Other than teaching, what negative aspects are there for living in Mito-shi, Ibaraki, Japan?
– It is insanely difficult to get a driver’s license here. It is also insanely expensive to own a car. To me, no matter how annoyed I am that I can’t drive anywhere, it isn’t worth the pain.
– They have almost no American/non-Asian food here. They do have Indian, Thai, Korean, Vietnamese, and Chinese (limited selection, but they exist). They have no American food, or British. They have “Italian” food, but you can tell how I feel about that one.
What advice would you give to someone considering coming to Mito-shi, Ibaraki, Japan?
– Make sure you bring enough money with you to start you off. They don’t pay you until the end of the first month of work, so you have a month of living here before getting paid. You may have to pay rent, buy groceries, buy appliances, pay for buses/trains, etc, so be prepared.
– Pack a raincoat, and have a hat and sunscreen with you at all times. Since it is humid here, it rains a lot and the sun is strong – it is extremely easy to get sunburnt here, as compared to dry California in similar weather.
What things do you miss most (other than family and friends) from your home country?
American food, speaking English, being able to read the random papers that are given to me at work every day, and most of all, I miss my car.
What do you think you will miss most when (or if) you leave Japan?
The scenery. This place really is beautiful, and I fell in love with the city life here, as well as the people in general and the land. Just the atmosphere and the… general being of this place? It’s hard to describe, but I would miss just being here.
What things would you recommend to new teachers in your area to bring with them from their home country?

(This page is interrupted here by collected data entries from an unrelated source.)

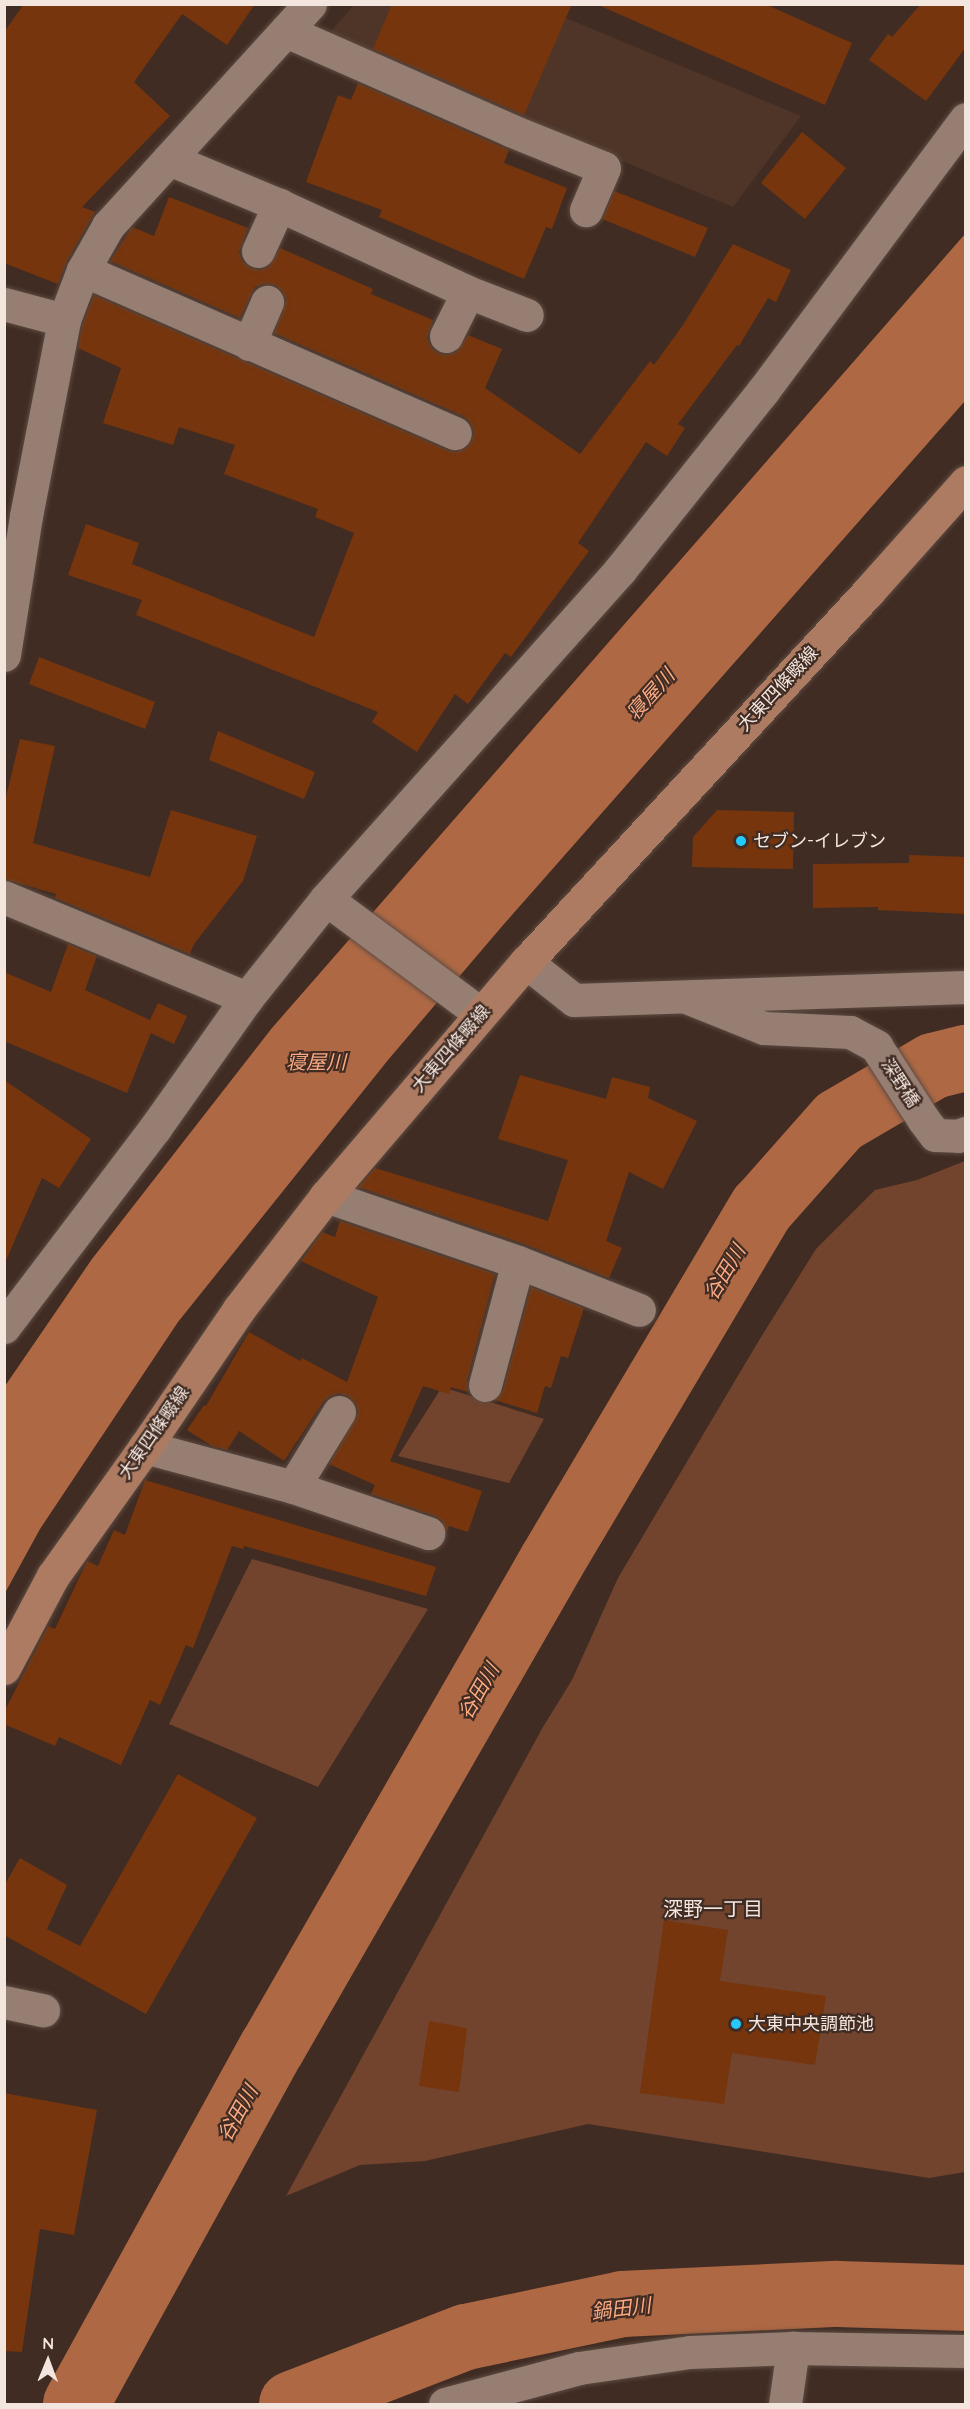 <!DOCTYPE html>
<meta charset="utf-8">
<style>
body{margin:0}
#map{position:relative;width:970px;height:2409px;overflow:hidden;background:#412c23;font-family:Quicksand,"Noto Sans JP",sans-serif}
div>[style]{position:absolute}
.built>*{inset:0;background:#4e3528}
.green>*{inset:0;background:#72442d}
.water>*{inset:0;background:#ae6844}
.river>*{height:66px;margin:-33px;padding:0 33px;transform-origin:33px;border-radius:33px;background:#ae6844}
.building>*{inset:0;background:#76350d}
.roads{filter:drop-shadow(0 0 2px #5c4b42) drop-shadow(0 0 2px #5c4b42)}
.minor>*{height:33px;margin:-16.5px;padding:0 16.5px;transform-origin:16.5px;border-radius:16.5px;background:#967e73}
.tertiary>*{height:33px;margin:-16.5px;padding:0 16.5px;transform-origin:16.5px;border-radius:16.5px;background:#967e73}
.secondary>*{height:33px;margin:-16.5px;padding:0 16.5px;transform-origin:16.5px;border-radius:16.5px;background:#ad7b61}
.dots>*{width:16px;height:16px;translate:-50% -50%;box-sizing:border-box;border:3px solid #412c23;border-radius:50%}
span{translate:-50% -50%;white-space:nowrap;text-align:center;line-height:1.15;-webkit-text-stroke:4.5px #412c23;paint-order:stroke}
.street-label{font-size:18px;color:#f3e6df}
.poi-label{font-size:18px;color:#f3e6df}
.left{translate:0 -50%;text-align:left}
.water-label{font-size:20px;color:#f9aa83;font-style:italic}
.neighbourhood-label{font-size:20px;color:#f3e6df}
.frame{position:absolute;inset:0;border:6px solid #f3e6df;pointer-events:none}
.north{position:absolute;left:18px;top:2331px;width:60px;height:60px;-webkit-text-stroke:4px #412c23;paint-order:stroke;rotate:1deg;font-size:16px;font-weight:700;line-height:24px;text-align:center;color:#f3e6df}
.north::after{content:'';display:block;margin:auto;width:21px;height:27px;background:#f3e6df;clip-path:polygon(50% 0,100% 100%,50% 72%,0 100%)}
</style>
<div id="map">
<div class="built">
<div style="clip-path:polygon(354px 5px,535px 5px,801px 116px,733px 207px,325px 38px)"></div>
</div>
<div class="green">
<div style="clip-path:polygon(965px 1161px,965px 2172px,929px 2178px,588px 2124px,425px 2161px,360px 2165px,286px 2196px,543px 1727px,572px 1680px,618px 1578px,758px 1342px,816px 1249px,875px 1190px,917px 1180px)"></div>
<div style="clip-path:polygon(442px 1387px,544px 1419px,509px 1483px,398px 1456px)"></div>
<div style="clip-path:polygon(252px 1559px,428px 1609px,318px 1787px,169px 1724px)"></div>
</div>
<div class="water">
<div style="clip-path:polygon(965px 234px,965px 401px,504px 924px,388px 1060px,178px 1322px,40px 1529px,5px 1593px,5px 1386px,92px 1259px,272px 1028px)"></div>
</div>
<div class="river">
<div style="left:76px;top:2404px;width:406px;rotate:-61.2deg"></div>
<div style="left:272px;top:2048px;width:562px;rotate:-60.1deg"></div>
<div style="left:552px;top:1561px;width:411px;rotate:-59.3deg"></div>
<div style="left:762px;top:1208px;width:116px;rotate:-48.5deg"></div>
<div style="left:839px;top:1121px;width:109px;rotate:-30.3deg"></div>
<div style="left:933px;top:1066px;width:34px;rotate:-14deg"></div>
<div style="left:292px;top:2404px;width:186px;rotate:-21.1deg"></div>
<div style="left:466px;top:2337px;width:159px;rotate:-11.9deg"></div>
<div style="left:622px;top:2304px;width:216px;rotate:-2.7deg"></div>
<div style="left:838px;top:2294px;width:128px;rotate:1.8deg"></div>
</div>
<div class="building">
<div style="clip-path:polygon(24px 4px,255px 4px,227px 45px,182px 14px,134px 82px,170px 116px,82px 207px,95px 212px,67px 261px,58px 284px,4px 263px,4px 32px)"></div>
<div style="clip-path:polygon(392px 4px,572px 4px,524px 115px,373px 49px)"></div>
<div style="clip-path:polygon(596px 4px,765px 4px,852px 43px,825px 105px)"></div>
<div style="clip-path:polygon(921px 4px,966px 4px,966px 47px,926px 101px,869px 60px,888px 34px,892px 37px)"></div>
<div style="clip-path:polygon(358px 83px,509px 150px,504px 163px,567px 188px,552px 229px,546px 227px,524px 279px,379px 217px,382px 210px,306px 182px,338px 95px,351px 100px)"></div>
<div style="clip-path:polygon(802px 132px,846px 168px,805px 219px,761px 183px)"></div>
<div style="clip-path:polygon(614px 191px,708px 228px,695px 257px,602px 219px)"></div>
<div style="clip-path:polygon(169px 197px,248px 228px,239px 252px,242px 261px,251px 268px,260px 270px,268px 267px,280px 248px,373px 289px,371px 294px,433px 320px,427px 338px,431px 347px,438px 353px,447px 355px,456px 352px,468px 335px,502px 349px,485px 388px,580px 454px,650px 361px,654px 365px,683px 325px,733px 244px,791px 270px,776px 302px,768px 298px,739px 346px,737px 345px,678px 424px,685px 428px,667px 456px,646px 442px,578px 543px,589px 551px,511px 657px,505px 653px,468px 704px,455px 694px,417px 752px,372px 722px,378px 712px,136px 615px,142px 600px,68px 575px,86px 524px,139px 543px,132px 564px,314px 637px,354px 533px,315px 517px,318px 509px,224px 474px,235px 445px,179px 427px,173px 445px,103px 423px,121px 368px,78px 348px,82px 325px,94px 295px,447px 450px,456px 452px,466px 448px,472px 440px,474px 432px,470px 422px,463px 416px,274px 333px,286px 300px,282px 291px,275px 285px,264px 284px,255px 287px,240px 318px,110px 261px,132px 227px,154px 236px)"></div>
<div style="clip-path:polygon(39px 657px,155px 702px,145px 729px,29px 684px)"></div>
<div style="clip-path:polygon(218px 731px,315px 772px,304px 799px,209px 760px)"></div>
<div style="clip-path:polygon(20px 739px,55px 746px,33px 843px,150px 877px,171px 810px,257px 836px,243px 881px,194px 944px,190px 954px,55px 898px,56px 894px,4px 879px,4px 805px)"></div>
<div style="clip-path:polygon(717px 810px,794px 812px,793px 869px,692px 867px,693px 837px)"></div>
<div style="clip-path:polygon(909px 855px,966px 857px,966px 914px,878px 910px,878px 907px,813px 908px,813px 864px,909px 863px)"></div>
<div style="clip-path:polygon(68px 944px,97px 956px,85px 990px,150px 1020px,158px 1003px,187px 1016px,174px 1044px,151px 1033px,127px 1093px,4px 1041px,4px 972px,51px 992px)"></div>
<div style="clip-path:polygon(520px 1075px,606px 1099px,612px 1077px,650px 1087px,648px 1098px,697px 1121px,663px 1189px,629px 1172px,606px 1241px,622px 1248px,609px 1278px,524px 1244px,358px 1187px,375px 1168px,548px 1221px,568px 1160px,498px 1139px)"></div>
<div style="clip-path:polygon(4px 1080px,91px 1139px,59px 1188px,42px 1178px,4px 1265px)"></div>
<div style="clip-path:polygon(340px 1221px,495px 1274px,467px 1380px,468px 1392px,451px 1387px,449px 1394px,423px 1386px,390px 1461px,482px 1491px,468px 1532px,449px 1526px,446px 1533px,442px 1521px,435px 1516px,371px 1494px,375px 1485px,329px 1464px,358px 1413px,356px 1404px,348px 1396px,339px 1393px,330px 1396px,323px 1402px,284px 1461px,239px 1431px,227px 1450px,212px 1446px,187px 1430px,204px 1405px,206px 1406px,249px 1332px,300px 1361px,302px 1358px,347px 1382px,378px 1297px,301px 1261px,322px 1232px,335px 1237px)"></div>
<div style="clip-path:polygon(531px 1287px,584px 1308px,568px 1358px,561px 1356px,551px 1388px,545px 1386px,537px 1413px,495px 1400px,503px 1390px)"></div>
<div style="clip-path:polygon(145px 1480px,436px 1567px,426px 1596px,244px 1546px,243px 1549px,232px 1546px,193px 1648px,186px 1645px,160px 1705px,150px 1700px,121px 1765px,59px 1737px,55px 1746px,4px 1724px,4px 1712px,48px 1626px,55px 1629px,87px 1561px,98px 1566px,114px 1530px,125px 1535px)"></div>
<div style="clip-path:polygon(178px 1774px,257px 1818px,146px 2014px,4px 1935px,4px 1886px,20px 1858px,67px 1885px,47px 1929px,80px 1946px)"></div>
<div style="clip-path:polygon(664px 1920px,728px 1930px,720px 1981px,826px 1996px,815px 2065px,732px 2053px,724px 2104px,640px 2093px)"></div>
<div style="clip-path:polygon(429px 2021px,467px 2028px,459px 2092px,419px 2086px)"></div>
<div style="clip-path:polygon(4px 2093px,97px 2110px,74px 2235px,40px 2229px,22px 2352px,4px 2351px)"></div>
</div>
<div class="roads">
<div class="minor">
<div style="left:286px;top:31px;width:245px;rotate:23.8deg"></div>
<div style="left:510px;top:130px;width:101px;rotate:22deg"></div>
<div style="left:604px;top:168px;width:46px;rotate:113.2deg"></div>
<div style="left:169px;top:159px;width:119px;rotate:22.7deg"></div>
<div style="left:279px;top:205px;width:208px;rotate:24.7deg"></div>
<div style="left:468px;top:292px;width:63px;rotate:21.3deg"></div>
<div style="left:258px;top:251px;width:51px;rotate:-65.5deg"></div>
<div style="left:83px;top:270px;width:406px;rotate:23.7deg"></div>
<div style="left:4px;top:304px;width:62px;rotate:14.9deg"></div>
<div style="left:446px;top:336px;width:49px;rotate:-63.4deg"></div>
<div style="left:249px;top:344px;width:46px;rotate:-66.8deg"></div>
<div style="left:4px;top:655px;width:141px;rotate:-81deg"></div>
<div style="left:26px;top:516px;width:200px;rotate:-79deg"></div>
<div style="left:64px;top:320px;width:53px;rotate:-69.2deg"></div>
<div style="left:83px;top:270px;width:51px;rotate:-60.4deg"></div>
<div style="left:108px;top:226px;width:300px;rotate:-47.7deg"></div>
<div style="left:4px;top:897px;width:263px;rotate:22.6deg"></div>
<div style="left:326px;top:899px;width:193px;rotate:36.6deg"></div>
<div style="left:686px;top:997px;width:84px;rotate:21.7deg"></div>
<div style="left:764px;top:1028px;width:86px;rotate:2.7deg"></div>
<div style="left:850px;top:1032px;width:30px;rotate:28deg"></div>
<div style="left:876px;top:1046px;width:87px;rotate:57.2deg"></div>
<div style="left:326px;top:1196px;width:203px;rotate:19deg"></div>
<div style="left:518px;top:1262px;width:130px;rotate:21.6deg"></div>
<div style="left:485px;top:1385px;width:127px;rotate:-75deg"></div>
<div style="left:145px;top:1447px;width:153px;rotate:15.1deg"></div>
<div style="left:293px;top:1487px;width:143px;rotate:18.8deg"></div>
<div style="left:293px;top:1487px;width:88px;rotate:-58.5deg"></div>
<div style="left:4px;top:2002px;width:40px;rotate:12deg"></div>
</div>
<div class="tertiary">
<div style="left:526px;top:962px;width:61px;rotate:38.4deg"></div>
<div style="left:574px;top:1000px;width:392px;rotate:-1.9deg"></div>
<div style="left:923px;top:1119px;width:20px;rotate:53deg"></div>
<div style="left:935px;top:1135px;width:23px;rotate:2deg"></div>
<div style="left:958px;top:1136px;width:9px;rotate:-21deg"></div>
<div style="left:4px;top:1327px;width:250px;rotate:-52.8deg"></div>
<div style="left:155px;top:1128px;width:159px;rotate:-54.7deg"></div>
<div style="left:247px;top:998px;width:127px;rotate:-51.4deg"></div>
<div style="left:326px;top:899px;width:441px;rotate:-48.2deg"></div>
<div style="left:620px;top:570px;width:229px;rotate:-51.4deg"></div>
<div style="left:763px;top:391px;width:339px;rotate:-53.3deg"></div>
<div style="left:445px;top:2404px;width:139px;rotate:-15deg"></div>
<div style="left:579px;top:2368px;width:112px;rotate:-8.2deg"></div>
<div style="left:690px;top:2352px;width:103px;rotate:-2.2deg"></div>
<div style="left:793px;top:2348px;width:173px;rotate:1deg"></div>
<div style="left:785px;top:2404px;width:57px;rotate:-81.9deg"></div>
</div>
<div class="secondary">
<div style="left:4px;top:1668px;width:104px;rotate:-62deg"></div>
<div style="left:53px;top:1576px;width:158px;rotate:-54.5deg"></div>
<div style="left:145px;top:1447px;width:167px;rotate:-55.7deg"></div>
<div style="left:239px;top:1309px;width:143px;rotate:-52.4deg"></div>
<div style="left:326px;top:1196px;width:308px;rotate:-49.5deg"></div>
<div style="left:526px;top:962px;width:504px;rotate:-47.25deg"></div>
<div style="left:868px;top:592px;width:147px;rotate:-48.3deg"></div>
</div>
</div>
<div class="dots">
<div style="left:741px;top:841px;background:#26c9fe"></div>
<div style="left:736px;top:2024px;background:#26c9fe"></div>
</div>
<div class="street-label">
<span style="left:778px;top:689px;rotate:-47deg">大東四條畷線</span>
<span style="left:451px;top:1049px;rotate:-49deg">大東四條畷線</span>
<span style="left:900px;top:1083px;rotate:57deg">深野橋</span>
<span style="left:154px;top:1433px;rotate:-55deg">大東四條畷線</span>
</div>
<div class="poi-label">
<span class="left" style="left:753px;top:841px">セブン-イレブン</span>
<span class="left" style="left:748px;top:2024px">大東中央調節池</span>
</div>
<div class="water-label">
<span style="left:650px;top:694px;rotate:-48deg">寝屋川</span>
<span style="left:316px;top:1061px">寝屋川</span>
<span style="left:724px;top:1272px;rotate:-59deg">谷田川</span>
<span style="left:478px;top:1691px;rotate:-60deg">谷田川</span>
<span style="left:237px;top:2113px;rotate:-61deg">谷田川</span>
<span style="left:621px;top:2308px;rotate:-7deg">鍋田川</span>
</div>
<div class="neighbourhood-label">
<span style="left:713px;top:1908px">深野一丁目</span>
</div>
<div class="frame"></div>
<div class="north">N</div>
</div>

Bring Mac n Cheese, your own brand of face wash, deodorant, your own shoes if you are a woman past size 9, and lots of clothes if you do not match the Japanese body type (few curves, petite, stick-like). If you are busty, have hips, are tall, have long legs or arms, etc, you need to pack lots of clothes. If you dyed your hair blonde, bring some extra hair dye. They don’t cater to foreign hair/body types here.
Is there any access to culture shock/stress help in your country?
Yes, it is available. The school board offers a hotline for extreme cases of culture shock or culture stress, and the structure of the program allows contact between all Mito AETs, resulting in a tight-knit community of foreign teachers who can help one another in an instant. If you are in a situation where you feel lonely, panicked, stressed, pessimistic, or otherwise unsettled, do not hesitate to reach out for help.
About Me and My Work:
My Name: Elena
Students I’ve taught in Japan: Pre-school / kindergarten (4-6 years), elementary (6-12 years), junior high school (12-15 years).
Where I teach: Iitomi Junior High, Elementary, Kindergarten, Mito-shi, Ibaraki. Teaching here for 1 year.
My school facilities: Good – teaching resources are outdated and I have no textbook at the elementary level. I have to create a lot of my own tools, and there are not many supplies in the schools at my disposal. I cannot bring my own computer and my school computer cannot print, making it difficult to prepare worksheets, etc. However, I have my own classroom in Elementary school, I have a very supportive English teacher in Junior High, and I have a lot of time in school to plan my lessons.